Bei einer Krebserkrankung kann das Gleichgewicht mindestens eines, meistens jedoch mehrerer psychischer Grundbedürfnisse verloren gehen. Der empfundene Kontrollverlust auf Grund der Krebsdiagnose trifft viele Patient:innen schwer.
Manche Patient:innen suchen die Schuld für die Erkrankung bei sich und bringen dadurch ihr Selbstwertgefühl ins Wanken. Außerdem wollen die wenigsten längere Zeit im Krankenhaus verbringen, sodass sich durch den therapiebedingten Aufenthalt die Unlust vermehrt. Das durch die Medikamente veränderte Aussehen kratzt häufig am Selbstwertgefühl, kann Unzufriedenheit und Unlust fördern und kann ggf. dazu führen, dass soziale Kontakte vermieden werden.

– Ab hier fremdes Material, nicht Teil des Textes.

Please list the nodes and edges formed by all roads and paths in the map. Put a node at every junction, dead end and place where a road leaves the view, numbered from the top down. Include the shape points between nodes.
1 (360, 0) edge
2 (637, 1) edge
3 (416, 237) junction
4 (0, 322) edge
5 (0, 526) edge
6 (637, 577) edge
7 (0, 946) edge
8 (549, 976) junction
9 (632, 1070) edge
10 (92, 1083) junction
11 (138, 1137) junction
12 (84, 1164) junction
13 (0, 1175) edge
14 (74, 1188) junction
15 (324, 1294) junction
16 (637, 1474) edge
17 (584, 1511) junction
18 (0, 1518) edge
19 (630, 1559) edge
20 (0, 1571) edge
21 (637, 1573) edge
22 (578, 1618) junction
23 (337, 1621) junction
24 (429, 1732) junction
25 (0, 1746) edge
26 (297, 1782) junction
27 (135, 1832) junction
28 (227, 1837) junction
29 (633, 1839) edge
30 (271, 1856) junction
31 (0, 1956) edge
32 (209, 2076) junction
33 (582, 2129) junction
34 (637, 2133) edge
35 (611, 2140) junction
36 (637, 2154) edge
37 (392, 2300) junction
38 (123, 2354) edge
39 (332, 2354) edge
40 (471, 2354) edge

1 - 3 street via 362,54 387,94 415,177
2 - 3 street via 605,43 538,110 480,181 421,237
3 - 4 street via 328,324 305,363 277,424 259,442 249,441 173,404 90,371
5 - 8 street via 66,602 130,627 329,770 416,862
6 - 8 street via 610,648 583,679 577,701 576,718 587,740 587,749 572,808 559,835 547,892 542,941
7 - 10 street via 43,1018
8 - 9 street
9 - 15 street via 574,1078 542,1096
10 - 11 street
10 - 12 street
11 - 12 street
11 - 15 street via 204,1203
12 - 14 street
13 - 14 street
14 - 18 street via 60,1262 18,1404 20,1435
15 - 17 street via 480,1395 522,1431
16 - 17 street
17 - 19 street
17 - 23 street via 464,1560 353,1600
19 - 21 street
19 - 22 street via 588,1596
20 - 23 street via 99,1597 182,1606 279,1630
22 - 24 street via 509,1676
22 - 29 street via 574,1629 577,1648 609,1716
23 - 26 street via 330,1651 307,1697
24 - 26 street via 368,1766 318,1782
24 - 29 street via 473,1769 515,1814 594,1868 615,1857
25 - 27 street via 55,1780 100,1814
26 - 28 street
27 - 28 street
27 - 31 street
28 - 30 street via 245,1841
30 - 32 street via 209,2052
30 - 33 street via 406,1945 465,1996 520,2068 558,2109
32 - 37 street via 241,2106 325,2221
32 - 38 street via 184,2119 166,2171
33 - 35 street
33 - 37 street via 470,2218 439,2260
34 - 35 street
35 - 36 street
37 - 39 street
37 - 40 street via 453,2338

Ein weiterer nicht zu unterschätzender Aspekt ist die verlorene natürliche Intuition. Bei einer Grippe kann man in der Regel gut einschätzen, wie krank man ist und wann man einen Arzt oder eine Ärztin aufsuchen sollte. Zudem sind wir es gewohnt, dass man sich im Krankheitsfall schlecht fühlt und eine Therapie zu einer Besserung führt.
Bei einer Krebserkrankung ist das häufig anders. Oft fühlen sich Patient:innen bei der Diagnose nicht krank. Nach Beginn einer Therapie geht es ihnen jedoch zunächst aufgrund der Nebenwirkungen schlechter. Dennoch müssen sie daran glauben, dass es ihnen dadurch auf lange Sicht besser gehen wird. Das kann sehr verwirrend sein und die Eigenwahrnehmung ins Wanken bringen.
Körpergefühl und Selbstwahrnehmung bei einer Krebserkrankung unterscheiden sich sehr von anderen Krankheiten.
Die meisten Krebspatient:innen hadern zu irgendeinem Zeitpunkt mit sich selbst und sind psychisch nicht ausgeglichen. Wichtig zu wissen ist, dass man diese Phase alleine durchstehen kann, aber nicht muss. Spezielle Hilfsangebote werden zunehmend ausgeweitet und gerade in einem solchen Fall können Sie Hilfe bei einem Psychoonkolog:innen oder auch in Selbsthilfegruppen suchen.
Psychoonkologische Betreuungs- und Behandlungsangebote können in schwierigen Zeiten ein wichtiger Rettungsanker sein. Sie helfen oft beim Verstehen und Bewältigen einer Krebserkrankung. Das größte Anliegen der Psychoonkologie sind Erhalt und Verbesserung der Lebensqualität von Patient:innen und ihren Angehörigen.
Nicht selten stellt sich gerade zu Beginn einer Krebserkrankung ein Gefühl von seelischer Überforderung ein. Angst vor der potenziellen Bedrohung, Trauer, Wut und Hilflosigkeit sind häufig und in dieser Situation ganz normal. Eine erlebte starke psychische Belastung in dieser Situation ist keine Krankheit, sondern eine ganz natürliche Reaktion auf die außergewöhnliche Herausforderung. Nicht selten wird die Frage nach dem „Warum ich?“ mit belastenden Selbstvorwürfen beantwortet.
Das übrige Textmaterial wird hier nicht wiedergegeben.